[Opening The records section]

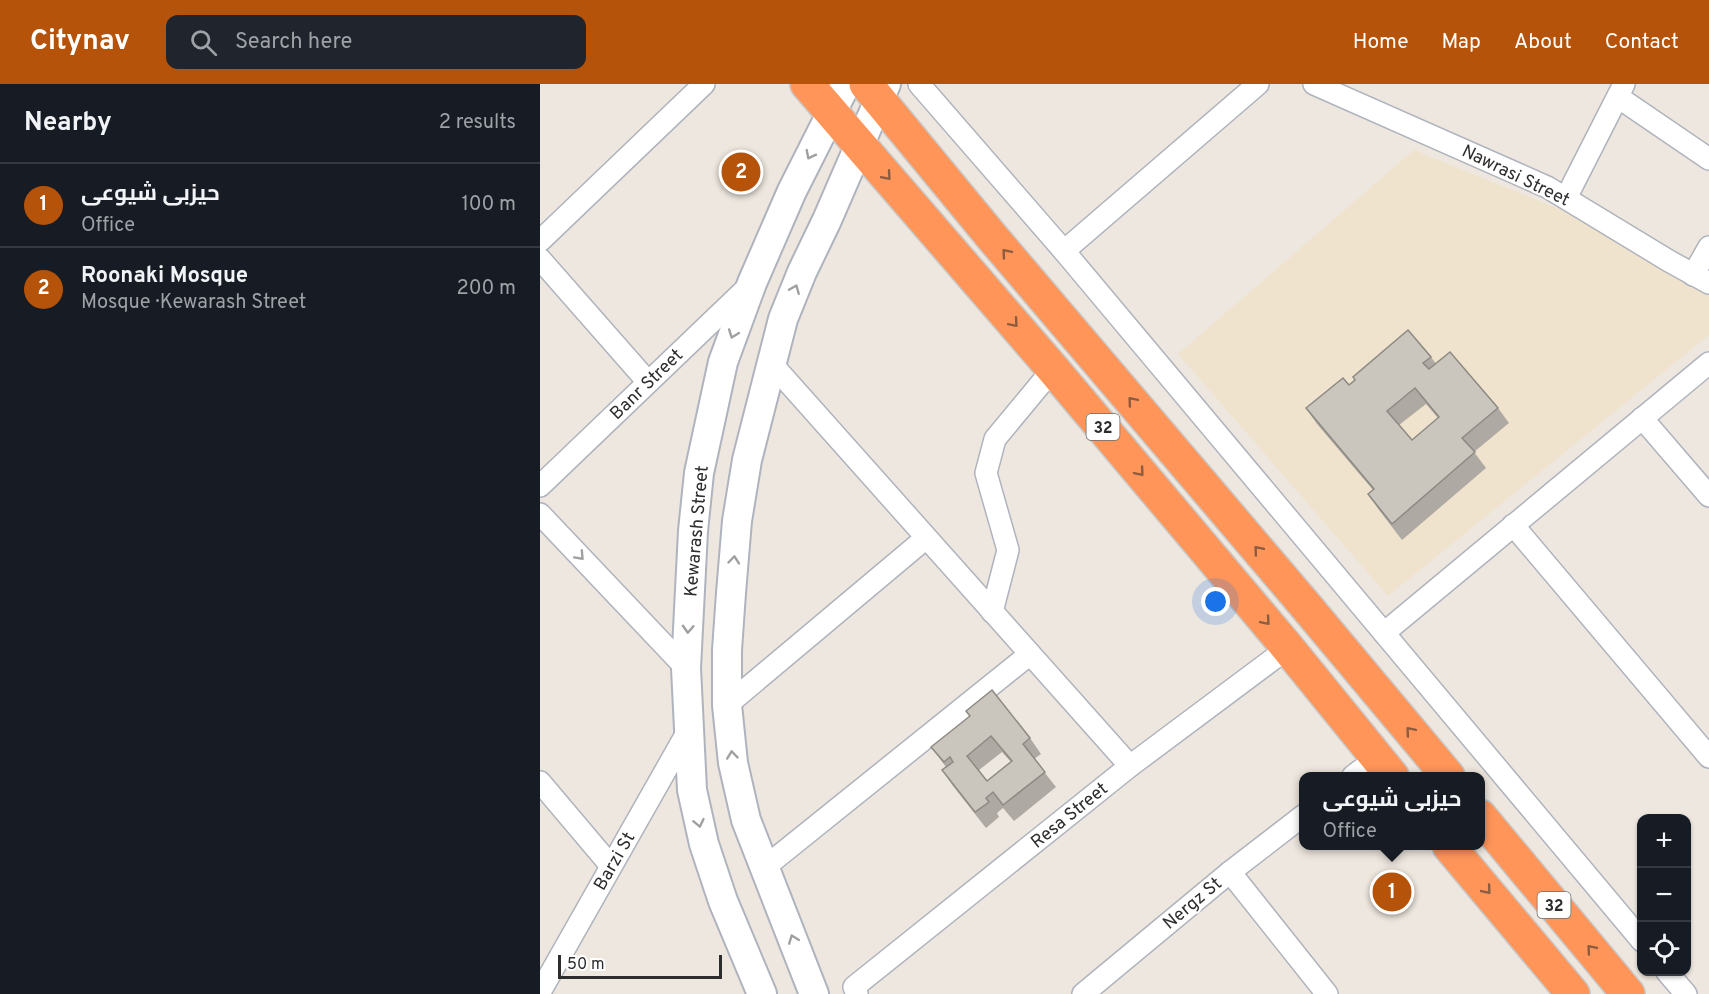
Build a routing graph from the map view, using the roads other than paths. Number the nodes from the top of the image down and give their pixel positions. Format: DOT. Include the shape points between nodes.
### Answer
graph roads {
  1 [pos="704,84"];
  2 [pos="807,84"];
  3 [pos="919,84"];
  4 [pos="1258,84"];
  5 [pos="1314,84"];
  6 [pos="877,89"];
  7 [pos="1621,91"];
  8 [pos="839,98"];
  9 [pos="859,144"];
  10 [pos="1709,159"];
  11 [pos="1566,198"];
  12 [pos="540,241"];
  13 [pos="1709,247"];
  14 [pos="1064,251"];
  15 [pos="540,259"];
  16 [pos="1701,279"];
  17 [pos="752,284"];
  18 [pos="771,363"];
  19 [pos="1709,363"];
  20 [pos="1053,369"];
  21 [pos="648,382"];
  22 [pos="1642,418"];
  23 [pos="540,486"];
  24 [pos="1709,496"];
  25 [pos="540,514"];
  26 [pos="1513,525"];
  27 [pos="926,538"];
  28 [pos="993,612"];
  29 [pos="1384,633"];
  30 [pos="1288,648"];
  31 [pos="1030,654"];
  32 [pos="686,668"];
  33 [pos="728,705"];
  34 [pos="688,731"];
  35 [pos="1709,757"];
  36 [pos="1130,766"];
  37 [pos="1374,770"];
  38 [pos="1444,772"];
  39 [pos="540,782"];
  40 [pos="1299,819"];
  41 [pos="1485,822"];
  42 [pos="1452,850"];
  43 [pos="611,866"];
  44 [pos="765,867"];
  45 [pos="1230,872"];
  46 [pos="1637,936"];
  47 [pos="1670,976"];
  48 [pos="542,982"];
  49 [pos="856,990"];
  50 [pos="1325,993"];
  51 [pos="762,994"];
  52 [pos="814,994"];
  53 [pos="1083,994"];
  54 [pos="1573,994"];
  55 [pos="1628,994"];
  56 [pos="1686,994"];
  1 -- 12 [label="street"];
  2 -- 8 [label="highway, 32"];
  3 -- 14 [label="street"];
  4 -- 14 [label="street"];
  5 -- 11 [label="street, Nawrasi Street"];
  6 -- 9 [label="main road"];
  38 -- 6 [label="highway, 32, one-way" via="1000,246"];
  7 -- 10 [label="street"];
  7 -- 11 [label="street"];
  8 -- 9 [label="highway, 32"];
  8 -- 17 [label="main road, Kewarash Street, one-way" via="792,191"];
  18 -- 9 [label="main road, one-way" via="802,272"];
  9 -- 20 [label="highway, 32, one-way"];
  11 -- 16 [label="street, Nawrasi Street"];
  13 -- 16 [label="street"];
  14 -- 29 [label="street"];
  15 -- 21 [label="street"];
  17 -- 21 [label="street, Banr Street"];
  17 -- 32 [label="main road, Kewarash Street, one-way" via="723,362 699,473"];
  18 -- 27 [label="street"];
  33 -- 18 [label="main road, one-way" via="727,650 737,521 747,460"];
  19 -- 22 [label="street"];
  20 -- 28 [label="street" via="995,439 986,473 1008,550"];
  20 -- 30 [label="highway, 32, one-way"];
  21 -- 23 [label="street, Banr Street"];
  22 -- 24 [label="street"];
  22 -- 26 [label="street"];
  25 -- 32 [label="street, one-way"];
  26 -- 29 [label="street"];
  26 -- 35 [label="street"];
  27 -- 28 [label="street"];
  27 -- 33 [label="street"];
  28 -- 31 [label="street"];
  29 -- 46 [label="street"];
  30 -- 36 [label="street, Resa Street"];
  30 -- 37 [label="highway, 32"];
  31 -- 36 [label="street"];
  31 -- 44 [label="street"];
  32 -- 34 [label="main road, Kewarash Street"];
  44 -- 33 [label="main road, one-way" via="746,820 733,763"];
  34 -- 43 [label="street, Barzi St"];
  34 -- 51 [label="main road, Kewarash Street, one-way" via="692,790 704,844"];
  36 -- 49 [label="street, Resa Street"];
  39 -- 43 [label="street"];
  40 -- 45 [label="street, Nergz St"];
  55 -- 41 [label="highway, 32, one-way"];
  42 -- 54 [label="highway, 32, one-way"];
  43 -- 48 [label="street, Barzi St"];
  52 -- 44 [label="main road, one-way"];
  45 -- 50 [label="street"];
  45 -- 53 [label="street, Nergz St"];
  47 -- 56 [label="street"];
}
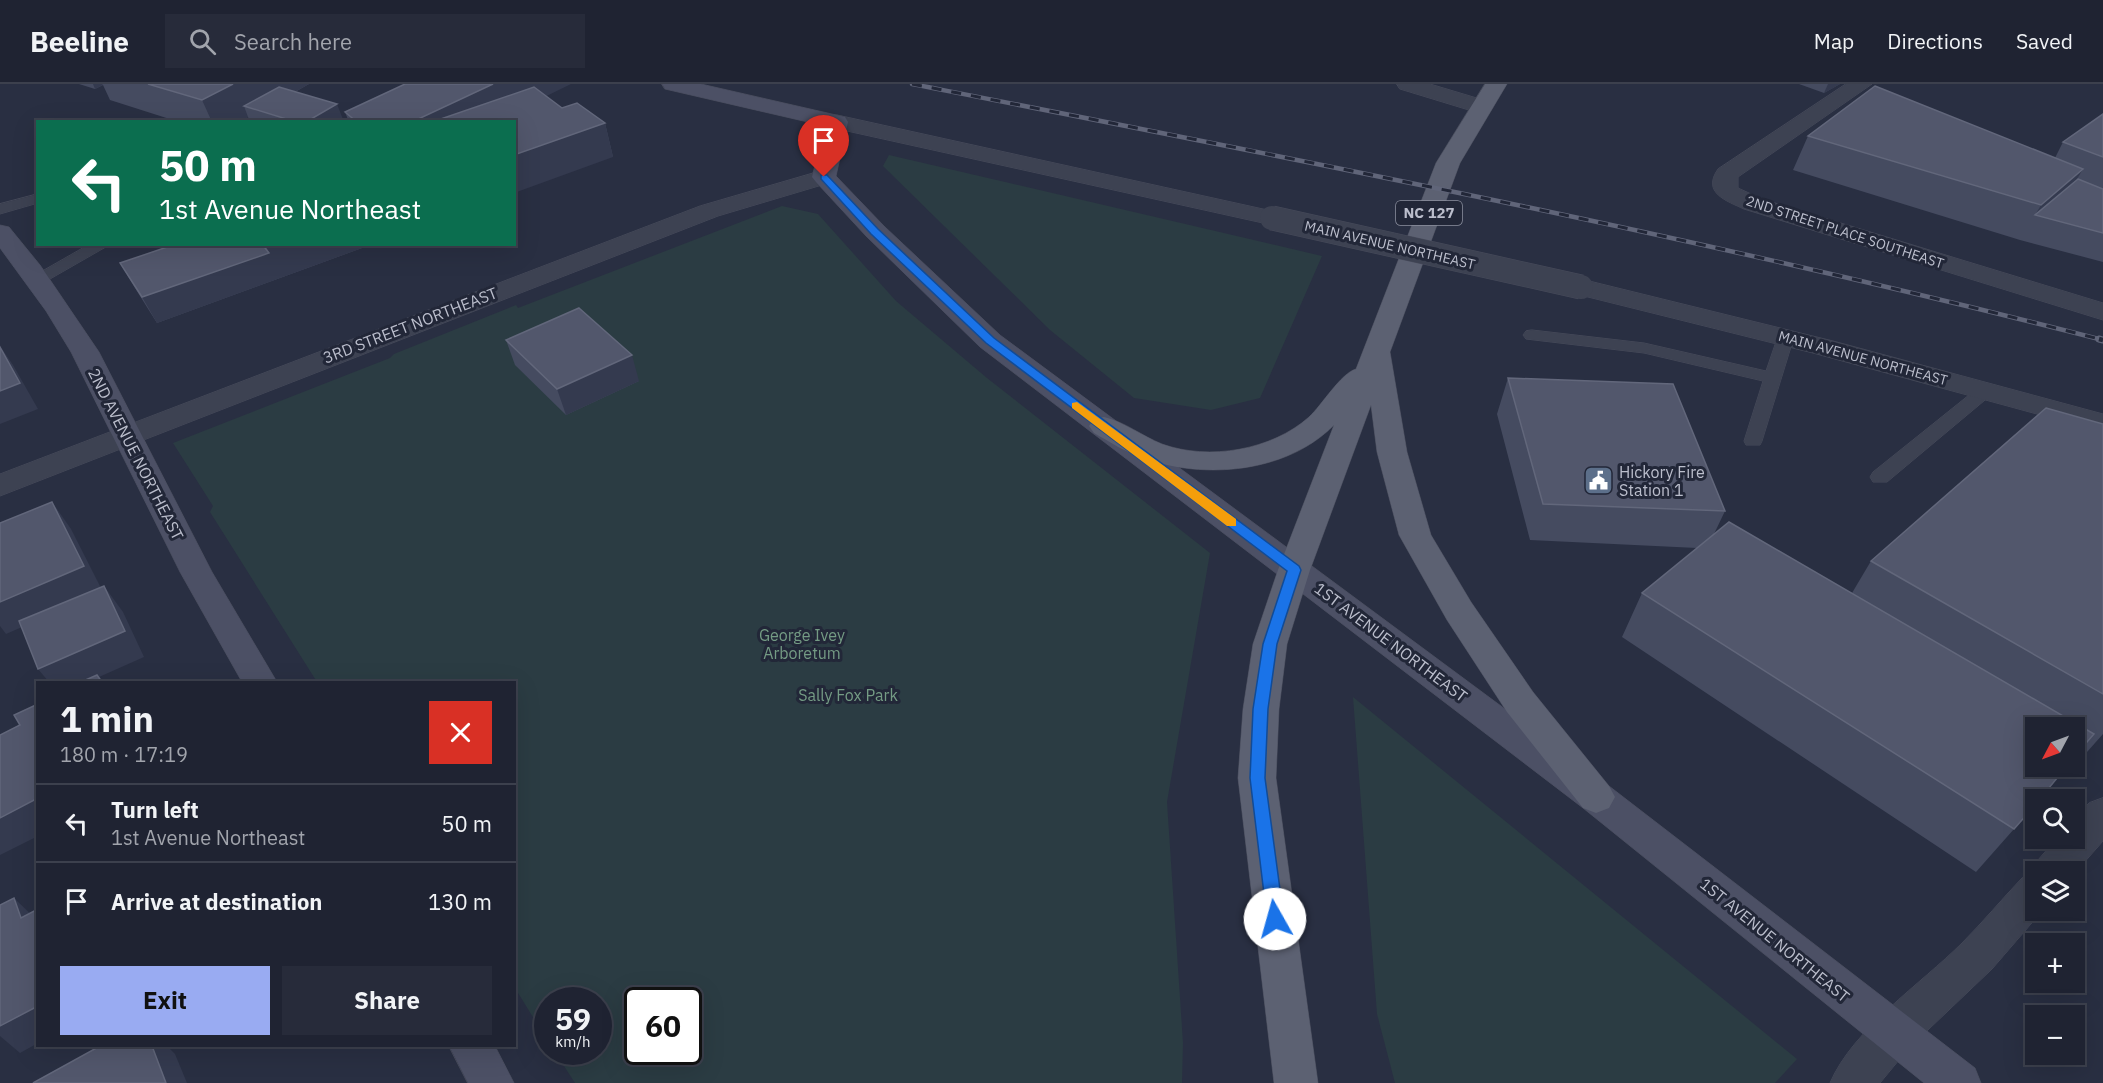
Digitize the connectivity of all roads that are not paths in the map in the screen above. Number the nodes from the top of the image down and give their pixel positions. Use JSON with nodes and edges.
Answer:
{"nodes":[{"id":1,"x":673,"y":84,"type":"edge"},
{"id":2,"x":1408,"y":84,"type":"edge"},
{"id":3,"x":1496,"y":84,"type":"edge"},
{"id":4,"x":1861,"y":84,"type":"edge"},
{"id":5,"x":1482,"y":107,"type":"junction"},
{"id":6,"x":837,"y":122,"type":"junction"},
{"id":7,"x":824,"y":177,"type":"junction"},
{"id":8,"x":36,"y":199,"type":"edge"},
{"id":9,"x":0,"y":209,"type":"edge"},
{"id":10,"x":0,"y":232,"type":"edge"},
{"id":11,"x":99,"y":246,"type":"edge"},
{"id":12,"x":37,"y":279,"type":"junction"},
{"id":13,"x":2103,"y":312,"type":"edge"},
{"id":14,"x":1532,"y":335,"type":"dead end"},
{"id":15,"x":1785,"y":337,"type":"junction"},
{"id":16,"x":1378,"y":349,"type":"junction"},
{"id":17,"x":1774,"y":378,"type":"junction"},
{"id":18,"x":1985,"y":391,"type":"junction"},
{"id":19,"x":2103,"y":423,"type":"edge"},
{"id":20,"x":1104,"y":426,"type":"junction"},
{"id":21,"x":129,"y":435,"type":"junction"},
{"id":22,"x":1753,"y":441,"type":"dead end"},
{"id":23,"x":1880,"y":477,"type":"dead end"},
{"id":24,"x":0,"y":486,"type":"edge"},
{"id":25,"x":1294,"y":570,"type":"junction"},
{"id":26,"x":260,"y":681,"type":"edge"},
{"id":27,"x":1596,"y":797,"type":"junction"},
{"id":28,"x":2103,"y":814,"type":"edge"},
{"id":29,"x":2062,"y":861,"type":"edge"},
{"id":30,"x":2025,"y":902,"type":"edge"},
{"id":31,"x":1893,"y":1034,"type":"junction"},
{"id":32,"x":472,"y":1047,"type":"edge"},
{"id":33,"x":492,"y":1083,"type":"edge"},
{"id":34,"x":1296,"y":1083,"type":"edge"},
{"id":35,"x":1852,"y":1083,"type":"edge"},
{"id":36,"x":1959,"y":1083,"type":"edge"}],
"edges":[{"from":1,"to":6,"type":"street","name":"MAIN AVENUE NORTHEAST"},
{"from":2,"to":5,"type":"street"},
{"from":3,"to":5,"type":"main road","number":"NC 127"},
{"from":4,"to":13,"type":"street","name":"2ND STREET PLACE SOUTHEAST"},
{"from":5,"to":16,"type":"main road","number":"NC 127"},
{"from":6,"to":7,"type":"street"},
{"from":6,"to":15,"type":"street","name":"MAIN AVENUE NORTHEAST","bridge":true},
{"from":7,"to":20,"type":"street","name":"1ST AVENUE NORTHEAST"},
{"from":7,"to":21,"type":"street","name":"3RD STREET NORTHEAST"},
{"from":8,"to":9,"type":"lane"},
{"from":10,"to":12,"type":"street","name":"2ND AVENUE NORTHEAST"},
{"from":11,"to":12,"type":"lane"},
{"from":12,"to":21,"type":"street","name":"2ND AVENUE NORTHEAST"},
{"from":14,"to":17,"type":"lane"},
{"from":15,"to":17,"type":"lane"},
{"from":15,"to":18,"type":"street","name":"MAIN AVENUE NORTHEAST"},
{"from":16,"to":20,"type":"main road"},
{"from":16,"to":25,"type":"main road","number":"NC 127"},
{"from":16,"to":27,"type":"main road"},
{"from":17,"to":22,"type":"lane"},
{"from":18,"to":19,"type":"street","name":"MAIN AVENUE NORTHEAST"},
{"from":18,"to":23,"type":"lane"},
{"from":20,"to":25,"type":"street","name":"1ST AVENUE NORTHEAST"},
{"from":21,"to":24,"type":"street","name":"3RD STREET NORTHEAST"},
{"from":21,"to":26,"type":"street","name":"2ND AVENUE NORTHEAST"},
{"from":25,"to":27,"type":"street","name":"1ST AVENUE NORTHEAST"},
{"from":25,"to":34,"type":"main road","number":"NC 127"},
{"from":27,"to":31,"type":"street","name":"1ST AVENUE NORTHEAST"},
{"from":28,"to":29,"type":"street"},
{"from":30,"to":31,"type":"street"},
{"from":31,"to":35,"type":"street"},
{"from":31,"to":36,"type":"street","name":"1ST AVENUE NORTHEAST"},
{"from":32,"to":33,"type":"street"}]}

[Closing The records section]

Brief: Look through the listing above, please, and state how many lines hold the word "dead"; the number alone is the answer.

Result of the task: 3